━━━━━ WORKING DATA
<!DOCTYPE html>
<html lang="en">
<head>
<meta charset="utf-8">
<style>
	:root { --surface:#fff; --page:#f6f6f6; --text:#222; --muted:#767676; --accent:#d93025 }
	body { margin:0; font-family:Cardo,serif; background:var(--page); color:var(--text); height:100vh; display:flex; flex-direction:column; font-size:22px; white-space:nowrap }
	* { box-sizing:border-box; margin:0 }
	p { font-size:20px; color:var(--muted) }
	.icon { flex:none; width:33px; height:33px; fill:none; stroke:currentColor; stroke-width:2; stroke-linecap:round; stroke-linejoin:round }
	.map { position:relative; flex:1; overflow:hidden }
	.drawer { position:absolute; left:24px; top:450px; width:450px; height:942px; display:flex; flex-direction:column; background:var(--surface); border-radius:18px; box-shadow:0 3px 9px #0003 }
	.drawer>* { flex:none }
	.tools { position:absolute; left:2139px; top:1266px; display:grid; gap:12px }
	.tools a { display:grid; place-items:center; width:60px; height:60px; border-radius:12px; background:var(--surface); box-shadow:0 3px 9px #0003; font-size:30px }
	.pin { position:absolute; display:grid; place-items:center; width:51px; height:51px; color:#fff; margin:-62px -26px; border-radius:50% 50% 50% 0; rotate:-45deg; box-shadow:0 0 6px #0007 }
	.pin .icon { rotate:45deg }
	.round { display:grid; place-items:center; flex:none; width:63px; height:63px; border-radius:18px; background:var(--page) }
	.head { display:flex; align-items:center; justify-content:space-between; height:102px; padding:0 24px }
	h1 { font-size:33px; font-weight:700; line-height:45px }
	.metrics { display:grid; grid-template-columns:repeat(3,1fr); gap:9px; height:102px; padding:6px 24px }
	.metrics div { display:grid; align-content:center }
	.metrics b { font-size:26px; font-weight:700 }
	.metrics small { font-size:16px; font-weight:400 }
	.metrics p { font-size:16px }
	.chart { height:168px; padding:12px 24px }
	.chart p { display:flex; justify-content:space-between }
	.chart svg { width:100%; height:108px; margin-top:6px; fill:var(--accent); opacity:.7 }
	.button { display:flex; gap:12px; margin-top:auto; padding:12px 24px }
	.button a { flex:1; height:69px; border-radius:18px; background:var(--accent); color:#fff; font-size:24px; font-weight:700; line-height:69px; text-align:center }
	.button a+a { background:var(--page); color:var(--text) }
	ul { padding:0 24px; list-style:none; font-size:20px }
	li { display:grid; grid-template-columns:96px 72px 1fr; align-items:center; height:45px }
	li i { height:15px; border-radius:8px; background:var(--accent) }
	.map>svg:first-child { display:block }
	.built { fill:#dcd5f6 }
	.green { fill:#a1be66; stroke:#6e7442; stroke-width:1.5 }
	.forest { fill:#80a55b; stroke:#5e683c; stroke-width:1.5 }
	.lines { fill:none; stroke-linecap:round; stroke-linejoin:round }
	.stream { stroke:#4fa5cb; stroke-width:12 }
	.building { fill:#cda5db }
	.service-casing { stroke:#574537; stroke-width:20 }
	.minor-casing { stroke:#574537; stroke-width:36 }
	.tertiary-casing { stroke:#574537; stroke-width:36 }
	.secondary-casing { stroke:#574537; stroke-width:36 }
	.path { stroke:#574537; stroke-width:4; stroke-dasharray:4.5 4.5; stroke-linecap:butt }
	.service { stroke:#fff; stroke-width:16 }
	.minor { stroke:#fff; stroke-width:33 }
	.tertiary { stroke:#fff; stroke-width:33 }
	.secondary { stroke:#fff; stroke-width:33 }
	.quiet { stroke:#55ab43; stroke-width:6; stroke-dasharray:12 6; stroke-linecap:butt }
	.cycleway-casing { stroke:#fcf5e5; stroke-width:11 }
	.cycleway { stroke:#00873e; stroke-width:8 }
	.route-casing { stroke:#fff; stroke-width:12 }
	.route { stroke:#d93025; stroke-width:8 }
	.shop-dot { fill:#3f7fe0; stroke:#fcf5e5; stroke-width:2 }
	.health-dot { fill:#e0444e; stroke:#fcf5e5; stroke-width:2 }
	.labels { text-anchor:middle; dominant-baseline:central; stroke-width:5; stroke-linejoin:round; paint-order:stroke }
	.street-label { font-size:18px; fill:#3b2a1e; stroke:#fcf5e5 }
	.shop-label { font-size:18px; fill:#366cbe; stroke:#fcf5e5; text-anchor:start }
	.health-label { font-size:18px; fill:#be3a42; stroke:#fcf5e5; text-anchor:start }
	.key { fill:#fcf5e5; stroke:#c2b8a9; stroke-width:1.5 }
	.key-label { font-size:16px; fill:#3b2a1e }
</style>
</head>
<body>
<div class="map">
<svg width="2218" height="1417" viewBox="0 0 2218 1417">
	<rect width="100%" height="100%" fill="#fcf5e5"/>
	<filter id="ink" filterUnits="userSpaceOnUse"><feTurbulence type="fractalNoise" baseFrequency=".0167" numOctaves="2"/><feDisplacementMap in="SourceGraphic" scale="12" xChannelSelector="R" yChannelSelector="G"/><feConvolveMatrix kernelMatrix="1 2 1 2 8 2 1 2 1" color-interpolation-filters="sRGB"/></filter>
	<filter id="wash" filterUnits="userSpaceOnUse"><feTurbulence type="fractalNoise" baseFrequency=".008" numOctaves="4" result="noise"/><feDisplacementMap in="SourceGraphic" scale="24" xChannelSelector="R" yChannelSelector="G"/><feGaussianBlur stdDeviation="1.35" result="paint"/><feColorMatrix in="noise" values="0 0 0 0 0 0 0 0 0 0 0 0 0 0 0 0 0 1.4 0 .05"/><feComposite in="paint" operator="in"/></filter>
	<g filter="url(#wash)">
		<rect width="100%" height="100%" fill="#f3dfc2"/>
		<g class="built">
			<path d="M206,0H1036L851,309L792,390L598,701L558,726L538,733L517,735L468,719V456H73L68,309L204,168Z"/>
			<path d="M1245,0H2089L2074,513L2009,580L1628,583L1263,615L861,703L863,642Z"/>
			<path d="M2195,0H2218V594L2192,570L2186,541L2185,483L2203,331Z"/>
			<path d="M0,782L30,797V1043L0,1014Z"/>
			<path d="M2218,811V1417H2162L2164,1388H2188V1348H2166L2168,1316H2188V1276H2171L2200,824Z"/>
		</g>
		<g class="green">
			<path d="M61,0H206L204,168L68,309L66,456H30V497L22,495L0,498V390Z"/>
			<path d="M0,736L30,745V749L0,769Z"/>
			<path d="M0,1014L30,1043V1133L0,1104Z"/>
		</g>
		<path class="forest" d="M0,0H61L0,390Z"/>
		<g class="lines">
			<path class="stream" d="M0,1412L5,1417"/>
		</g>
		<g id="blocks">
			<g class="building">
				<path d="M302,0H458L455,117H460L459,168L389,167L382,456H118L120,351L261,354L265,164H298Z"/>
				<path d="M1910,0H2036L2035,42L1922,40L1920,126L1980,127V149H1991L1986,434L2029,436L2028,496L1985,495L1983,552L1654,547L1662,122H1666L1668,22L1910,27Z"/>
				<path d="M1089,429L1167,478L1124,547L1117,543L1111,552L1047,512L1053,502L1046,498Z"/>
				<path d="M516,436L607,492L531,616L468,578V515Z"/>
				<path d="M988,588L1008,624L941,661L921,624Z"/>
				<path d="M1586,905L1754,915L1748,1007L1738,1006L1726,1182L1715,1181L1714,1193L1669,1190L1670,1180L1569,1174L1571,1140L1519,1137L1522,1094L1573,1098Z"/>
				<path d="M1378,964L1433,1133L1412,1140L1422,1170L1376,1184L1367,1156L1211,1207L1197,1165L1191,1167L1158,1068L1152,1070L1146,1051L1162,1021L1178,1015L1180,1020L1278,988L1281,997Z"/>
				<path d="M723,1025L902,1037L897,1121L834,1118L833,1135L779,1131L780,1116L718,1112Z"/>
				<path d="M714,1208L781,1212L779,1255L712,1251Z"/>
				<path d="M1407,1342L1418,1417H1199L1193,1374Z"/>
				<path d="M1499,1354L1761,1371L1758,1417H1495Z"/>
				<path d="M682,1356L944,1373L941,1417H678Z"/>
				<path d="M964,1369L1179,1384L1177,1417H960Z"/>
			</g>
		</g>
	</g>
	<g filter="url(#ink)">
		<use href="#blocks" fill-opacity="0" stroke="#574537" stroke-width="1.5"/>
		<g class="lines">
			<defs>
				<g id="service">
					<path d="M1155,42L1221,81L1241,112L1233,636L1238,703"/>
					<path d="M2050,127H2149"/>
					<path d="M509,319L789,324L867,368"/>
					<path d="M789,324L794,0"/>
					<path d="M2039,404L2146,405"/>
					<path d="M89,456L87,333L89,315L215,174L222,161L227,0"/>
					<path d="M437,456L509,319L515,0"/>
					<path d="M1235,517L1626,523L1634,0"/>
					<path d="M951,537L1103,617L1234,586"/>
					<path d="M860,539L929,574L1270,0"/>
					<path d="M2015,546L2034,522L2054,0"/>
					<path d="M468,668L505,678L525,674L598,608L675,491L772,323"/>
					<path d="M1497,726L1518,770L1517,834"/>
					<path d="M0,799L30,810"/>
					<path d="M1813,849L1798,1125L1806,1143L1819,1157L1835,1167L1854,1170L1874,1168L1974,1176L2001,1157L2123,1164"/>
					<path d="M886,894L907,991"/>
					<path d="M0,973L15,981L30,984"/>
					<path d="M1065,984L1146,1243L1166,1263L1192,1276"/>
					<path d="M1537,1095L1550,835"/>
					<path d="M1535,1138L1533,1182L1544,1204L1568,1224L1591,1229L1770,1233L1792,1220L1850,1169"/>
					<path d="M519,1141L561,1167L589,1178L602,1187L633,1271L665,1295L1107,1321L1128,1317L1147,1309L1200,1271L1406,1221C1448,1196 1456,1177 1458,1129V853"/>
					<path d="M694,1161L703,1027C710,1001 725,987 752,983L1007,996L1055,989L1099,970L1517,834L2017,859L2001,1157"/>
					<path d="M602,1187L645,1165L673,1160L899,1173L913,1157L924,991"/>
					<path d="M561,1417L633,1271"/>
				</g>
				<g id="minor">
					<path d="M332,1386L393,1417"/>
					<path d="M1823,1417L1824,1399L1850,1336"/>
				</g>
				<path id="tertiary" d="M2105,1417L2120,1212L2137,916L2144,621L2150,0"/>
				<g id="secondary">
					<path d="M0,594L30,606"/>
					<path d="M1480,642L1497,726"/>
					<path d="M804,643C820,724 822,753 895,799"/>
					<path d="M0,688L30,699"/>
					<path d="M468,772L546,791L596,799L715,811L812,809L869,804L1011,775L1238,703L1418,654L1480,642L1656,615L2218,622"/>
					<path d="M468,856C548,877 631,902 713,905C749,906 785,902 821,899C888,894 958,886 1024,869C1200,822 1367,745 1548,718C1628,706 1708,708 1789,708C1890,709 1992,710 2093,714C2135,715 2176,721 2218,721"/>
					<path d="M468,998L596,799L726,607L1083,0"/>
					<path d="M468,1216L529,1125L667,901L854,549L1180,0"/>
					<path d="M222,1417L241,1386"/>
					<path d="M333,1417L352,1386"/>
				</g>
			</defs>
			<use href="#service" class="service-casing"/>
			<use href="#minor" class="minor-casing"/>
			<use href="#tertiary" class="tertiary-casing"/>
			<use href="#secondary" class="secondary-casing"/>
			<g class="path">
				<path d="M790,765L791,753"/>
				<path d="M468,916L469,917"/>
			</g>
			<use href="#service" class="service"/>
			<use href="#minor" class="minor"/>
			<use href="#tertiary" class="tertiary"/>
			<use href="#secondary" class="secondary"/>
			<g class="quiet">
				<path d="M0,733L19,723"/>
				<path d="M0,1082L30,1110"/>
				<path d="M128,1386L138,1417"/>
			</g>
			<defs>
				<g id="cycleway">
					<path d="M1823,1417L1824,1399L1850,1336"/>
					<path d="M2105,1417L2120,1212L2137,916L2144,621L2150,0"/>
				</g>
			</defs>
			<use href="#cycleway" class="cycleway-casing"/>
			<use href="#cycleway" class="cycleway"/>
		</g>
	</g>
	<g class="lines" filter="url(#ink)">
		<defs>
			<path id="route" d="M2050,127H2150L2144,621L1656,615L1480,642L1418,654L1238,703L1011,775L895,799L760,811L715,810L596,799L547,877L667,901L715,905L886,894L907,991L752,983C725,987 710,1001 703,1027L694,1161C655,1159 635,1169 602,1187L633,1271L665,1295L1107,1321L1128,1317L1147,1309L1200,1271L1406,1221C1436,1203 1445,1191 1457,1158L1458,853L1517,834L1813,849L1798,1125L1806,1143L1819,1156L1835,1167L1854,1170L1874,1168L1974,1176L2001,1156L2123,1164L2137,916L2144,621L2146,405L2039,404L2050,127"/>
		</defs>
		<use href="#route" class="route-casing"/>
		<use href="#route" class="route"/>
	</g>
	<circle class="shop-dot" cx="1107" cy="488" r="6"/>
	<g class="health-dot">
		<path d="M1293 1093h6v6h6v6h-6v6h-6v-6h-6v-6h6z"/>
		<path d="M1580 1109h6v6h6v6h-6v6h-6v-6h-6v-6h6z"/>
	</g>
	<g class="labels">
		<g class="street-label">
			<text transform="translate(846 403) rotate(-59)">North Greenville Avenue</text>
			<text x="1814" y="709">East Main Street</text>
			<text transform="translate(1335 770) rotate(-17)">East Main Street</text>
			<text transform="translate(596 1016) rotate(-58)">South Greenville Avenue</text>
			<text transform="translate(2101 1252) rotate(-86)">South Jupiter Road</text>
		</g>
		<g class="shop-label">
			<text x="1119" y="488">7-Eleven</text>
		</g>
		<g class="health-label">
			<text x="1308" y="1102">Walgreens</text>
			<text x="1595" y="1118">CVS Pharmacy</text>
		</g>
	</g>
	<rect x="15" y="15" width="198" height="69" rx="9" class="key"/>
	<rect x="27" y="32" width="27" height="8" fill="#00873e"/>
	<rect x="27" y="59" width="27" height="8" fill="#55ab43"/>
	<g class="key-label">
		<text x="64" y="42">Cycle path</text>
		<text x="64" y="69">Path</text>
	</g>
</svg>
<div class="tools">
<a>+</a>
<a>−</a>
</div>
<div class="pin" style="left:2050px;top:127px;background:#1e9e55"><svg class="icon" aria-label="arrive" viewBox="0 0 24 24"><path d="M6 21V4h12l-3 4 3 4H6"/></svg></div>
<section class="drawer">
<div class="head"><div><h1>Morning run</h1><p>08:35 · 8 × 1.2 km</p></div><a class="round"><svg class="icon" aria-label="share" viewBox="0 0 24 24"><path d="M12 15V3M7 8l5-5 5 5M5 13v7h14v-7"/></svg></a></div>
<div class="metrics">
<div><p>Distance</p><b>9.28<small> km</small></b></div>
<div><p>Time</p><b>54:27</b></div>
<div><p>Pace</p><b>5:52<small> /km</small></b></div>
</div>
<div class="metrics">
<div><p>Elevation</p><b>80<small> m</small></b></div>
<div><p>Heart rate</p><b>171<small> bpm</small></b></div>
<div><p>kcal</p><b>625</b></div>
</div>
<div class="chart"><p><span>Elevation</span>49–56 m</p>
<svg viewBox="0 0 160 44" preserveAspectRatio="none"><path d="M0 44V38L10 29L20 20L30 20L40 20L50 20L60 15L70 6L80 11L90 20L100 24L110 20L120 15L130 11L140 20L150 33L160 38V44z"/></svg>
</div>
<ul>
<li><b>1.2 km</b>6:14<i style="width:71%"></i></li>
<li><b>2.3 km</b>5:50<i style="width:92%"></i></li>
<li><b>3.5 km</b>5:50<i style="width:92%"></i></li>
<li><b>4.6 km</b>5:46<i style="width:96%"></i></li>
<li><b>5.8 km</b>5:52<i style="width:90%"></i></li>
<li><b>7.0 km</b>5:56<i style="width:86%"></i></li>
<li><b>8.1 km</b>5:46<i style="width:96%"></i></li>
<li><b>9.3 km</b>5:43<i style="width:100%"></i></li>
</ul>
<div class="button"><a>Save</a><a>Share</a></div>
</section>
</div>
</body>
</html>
━━━━━━━━━━
ASSIGNMENT
Every line above carrying the word "direction" needs to be shown.

WRITTEN RESPONSE
	body { margin:0; font-family:Cardo,serif; background:var(--page); color:var(--text); height:100vh; display:flex; flex-direction:column; font-size:22px; white-space:nowrap }
	.drawer { position:absolute; left:24px; top:450px; width:450px; height:942px; display:flex; flex-direction:column; background:var(--surface); border-radius:18px; box-shadow:0 3px 9px #0003 }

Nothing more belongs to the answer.